Your objective: Show, from the records below, all lines that contain the word "this".

Entries supplied:
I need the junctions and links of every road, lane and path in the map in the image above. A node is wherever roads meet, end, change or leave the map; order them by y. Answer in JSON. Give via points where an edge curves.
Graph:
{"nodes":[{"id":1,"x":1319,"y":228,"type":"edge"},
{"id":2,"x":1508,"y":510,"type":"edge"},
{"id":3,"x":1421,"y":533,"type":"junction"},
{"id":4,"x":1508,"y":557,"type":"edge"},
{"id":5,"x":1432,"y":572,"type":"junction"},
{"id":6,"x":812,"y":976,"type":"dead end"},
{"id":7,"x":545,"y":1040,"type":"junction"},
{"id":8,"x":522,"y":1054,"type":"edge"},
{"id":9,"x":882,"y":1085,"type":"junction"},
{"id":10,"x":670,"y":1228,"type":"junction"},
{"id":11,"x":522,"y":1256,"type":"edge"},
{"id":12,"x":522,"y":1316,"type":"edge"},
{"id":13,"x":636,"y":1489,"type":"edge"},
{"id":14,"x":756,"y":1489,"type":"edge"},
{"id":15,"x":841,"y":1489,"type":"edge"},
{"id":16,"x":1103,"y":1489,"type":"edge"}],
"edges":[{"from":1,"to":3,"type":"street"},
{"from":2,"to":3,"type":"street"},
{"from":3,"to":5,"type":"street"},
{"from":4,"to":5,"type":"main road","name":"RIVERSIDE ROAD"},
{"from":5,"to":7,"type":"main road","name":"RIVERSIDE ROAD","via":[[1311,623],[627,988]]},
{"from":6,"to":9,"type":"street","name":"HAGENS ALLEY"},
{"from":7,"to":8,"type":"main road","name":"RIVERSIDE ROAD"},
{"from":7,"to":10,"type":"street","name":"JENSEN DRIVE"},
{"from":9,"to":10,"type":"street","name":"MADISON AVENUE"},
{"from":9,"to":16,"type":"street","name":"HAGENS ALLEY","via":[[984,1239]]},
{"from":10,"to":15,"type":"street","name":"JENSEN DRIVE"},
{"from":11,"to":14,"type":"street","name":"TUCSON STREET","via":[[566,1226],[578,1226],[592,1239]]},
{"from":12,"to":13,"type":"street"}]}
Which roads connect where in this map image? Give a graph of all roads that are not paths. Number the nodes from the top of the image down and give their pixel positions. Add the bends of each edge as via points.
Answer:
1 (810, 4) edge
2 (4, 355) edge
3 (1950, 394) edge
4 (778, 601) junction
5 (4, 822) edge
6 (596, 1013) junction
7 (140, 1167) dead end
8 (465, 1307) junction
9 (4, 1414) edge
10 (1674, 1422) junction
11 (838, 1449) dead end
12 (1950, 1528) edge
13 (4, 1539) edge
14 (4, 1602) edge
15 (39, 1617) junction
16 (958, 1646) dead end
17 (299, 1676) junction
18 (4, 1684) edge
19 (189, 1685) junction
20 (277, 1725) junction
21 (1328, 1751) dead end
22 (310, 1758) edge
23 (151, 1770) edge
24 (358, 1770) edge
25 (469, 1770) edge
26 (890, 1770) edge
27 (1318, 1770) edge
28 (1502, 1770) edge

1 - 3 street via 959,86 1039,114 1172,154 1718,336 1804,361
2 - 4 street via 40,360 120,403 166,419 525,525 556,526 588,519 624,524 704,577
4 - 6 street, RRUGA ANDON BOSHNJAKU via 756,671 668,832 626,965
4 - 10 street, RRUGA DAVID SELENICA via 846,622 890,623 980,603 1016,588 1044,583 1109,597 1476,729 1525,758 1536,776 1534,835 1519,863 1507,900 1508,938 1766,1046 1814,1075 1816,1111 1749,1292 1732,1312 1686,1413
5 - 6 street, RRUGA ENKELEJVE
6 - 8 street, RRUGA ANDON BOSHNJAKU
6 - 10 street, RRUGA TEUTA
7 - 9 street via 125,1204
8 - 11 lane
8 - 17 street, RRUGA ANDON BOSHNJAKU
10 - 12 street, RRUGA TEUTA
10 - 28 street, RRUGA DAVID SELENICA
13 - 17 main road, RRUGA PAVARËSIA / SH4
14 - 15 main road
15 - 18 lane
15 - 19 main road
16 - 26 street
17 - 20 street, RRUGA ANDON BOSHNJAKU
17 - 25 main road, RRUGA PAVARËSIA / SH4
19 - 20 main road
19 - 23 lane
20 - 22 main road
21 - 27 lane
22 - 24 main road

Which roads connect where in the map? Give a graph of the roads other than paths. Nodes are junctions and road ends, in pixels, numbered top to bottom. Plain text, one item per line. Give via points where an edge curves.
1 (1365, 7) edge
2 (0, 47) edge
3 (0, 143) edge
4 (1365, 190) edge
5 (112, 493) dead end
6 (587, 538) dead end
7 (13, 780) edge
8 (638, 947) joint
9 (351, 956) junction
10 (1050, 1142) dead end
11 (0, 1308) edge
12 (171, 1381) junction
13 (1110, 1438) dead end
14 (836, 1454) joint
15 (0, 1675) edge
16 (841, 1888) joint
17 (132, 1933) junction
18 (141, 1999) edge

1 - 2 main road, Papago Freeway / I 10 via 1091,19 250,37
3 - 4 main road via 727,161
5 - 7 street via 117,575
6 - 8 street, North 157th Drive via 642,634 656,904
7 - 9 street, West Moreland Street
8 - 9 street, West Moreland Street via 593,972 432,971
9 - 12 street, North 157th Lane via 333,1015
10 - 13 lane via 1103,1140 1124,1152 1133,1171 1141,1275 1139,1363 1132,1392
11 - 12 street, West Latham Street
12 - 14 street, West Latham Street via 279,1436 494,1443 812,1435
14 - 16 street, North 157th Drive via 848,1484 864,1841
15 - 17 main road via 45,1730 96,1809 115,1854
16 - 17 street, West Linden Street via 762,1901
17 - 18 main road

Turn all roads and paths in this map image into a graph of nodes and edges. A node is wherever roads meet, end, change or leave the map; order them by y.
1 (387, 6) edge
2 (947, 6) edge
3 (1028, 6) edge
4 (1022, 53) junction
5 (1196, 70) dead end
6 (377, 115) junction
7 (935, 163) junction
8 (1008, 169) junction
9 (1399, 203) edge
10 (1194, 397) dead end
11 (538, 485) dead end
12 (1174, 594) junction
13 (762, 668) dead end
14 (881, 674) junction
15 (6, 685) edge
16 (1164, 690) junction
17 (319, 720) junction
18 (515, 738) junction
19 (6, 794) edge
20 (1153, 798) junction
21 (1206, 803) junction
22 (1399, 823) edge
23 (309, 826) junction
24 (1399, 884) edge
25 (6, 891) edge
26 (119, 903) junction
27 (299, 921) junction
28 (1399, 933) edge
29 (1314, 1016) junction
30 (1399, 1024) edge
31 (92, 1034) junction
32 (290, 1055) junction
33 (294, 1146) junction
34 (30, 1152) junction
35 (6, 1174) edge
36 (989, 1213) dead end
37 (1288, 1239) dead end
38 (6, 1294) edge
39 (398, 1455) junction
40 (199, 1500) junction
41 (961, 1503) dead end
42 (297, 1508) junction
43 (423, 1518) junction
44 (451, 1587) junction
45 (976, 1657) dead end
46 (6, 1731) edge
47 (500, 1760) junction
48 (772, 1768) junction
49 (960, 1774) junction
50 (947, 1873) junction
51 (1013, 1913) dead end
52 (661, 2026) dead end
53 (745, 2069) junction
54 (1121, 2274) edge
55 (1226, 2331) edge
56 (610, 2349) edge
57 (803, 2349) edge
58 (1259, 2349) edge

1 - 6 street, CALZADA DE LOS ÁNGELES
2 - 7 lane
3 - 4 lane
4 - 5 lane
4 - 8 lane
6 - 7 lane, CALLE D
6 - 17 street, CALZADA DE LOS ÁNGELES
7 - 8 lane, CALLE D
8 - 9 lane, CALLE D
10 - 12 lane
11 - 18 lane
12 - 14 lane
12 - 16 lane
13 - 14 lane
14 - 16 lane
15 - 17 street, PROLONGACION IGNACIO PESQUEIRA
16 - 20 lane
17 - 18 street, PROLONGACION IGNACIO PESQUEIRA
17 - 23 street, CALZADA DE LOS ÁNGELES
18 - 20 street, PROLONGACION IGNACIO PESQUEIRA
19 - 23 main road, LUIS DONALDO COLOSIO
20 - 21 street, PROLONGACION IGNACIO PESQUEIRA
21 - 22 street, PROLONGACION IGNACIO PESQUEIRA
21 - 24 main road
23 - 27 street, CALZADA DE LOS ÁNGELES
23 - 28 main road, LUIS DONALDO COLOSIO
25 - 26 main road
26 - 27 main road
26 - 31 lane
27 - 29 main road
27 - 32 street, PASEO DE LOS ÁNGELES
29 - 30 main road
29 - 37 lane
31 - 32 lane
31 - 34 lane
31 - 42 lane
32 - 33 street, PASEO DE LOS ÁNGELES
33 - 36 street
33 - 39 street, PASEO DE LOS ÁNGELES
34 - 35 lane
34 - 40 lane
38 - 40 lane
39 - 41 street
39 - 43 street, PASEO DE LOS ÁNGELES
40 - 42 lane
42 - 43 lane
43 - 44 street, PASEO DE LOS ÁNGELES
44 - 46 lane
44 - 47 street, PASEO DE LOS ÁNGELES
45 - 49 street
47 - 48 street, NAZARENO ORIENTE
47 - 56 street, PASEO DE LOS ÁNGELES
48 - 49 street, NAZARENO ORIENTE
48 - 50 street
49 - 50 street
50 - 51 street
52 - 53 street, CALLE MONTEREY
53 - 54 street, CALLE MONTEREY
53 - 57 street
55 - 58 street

Response box:
Which roads connect where in this map image? Give a graph of all roads that are not paths. Number the nodes from the top of the image down and give their pixel positions. Add the bends of each edge as via points.
Turn all roads and paths in this map image into a graph of nodes and edges. A node is wherever roads meet, end, change or leave the map; order them by y.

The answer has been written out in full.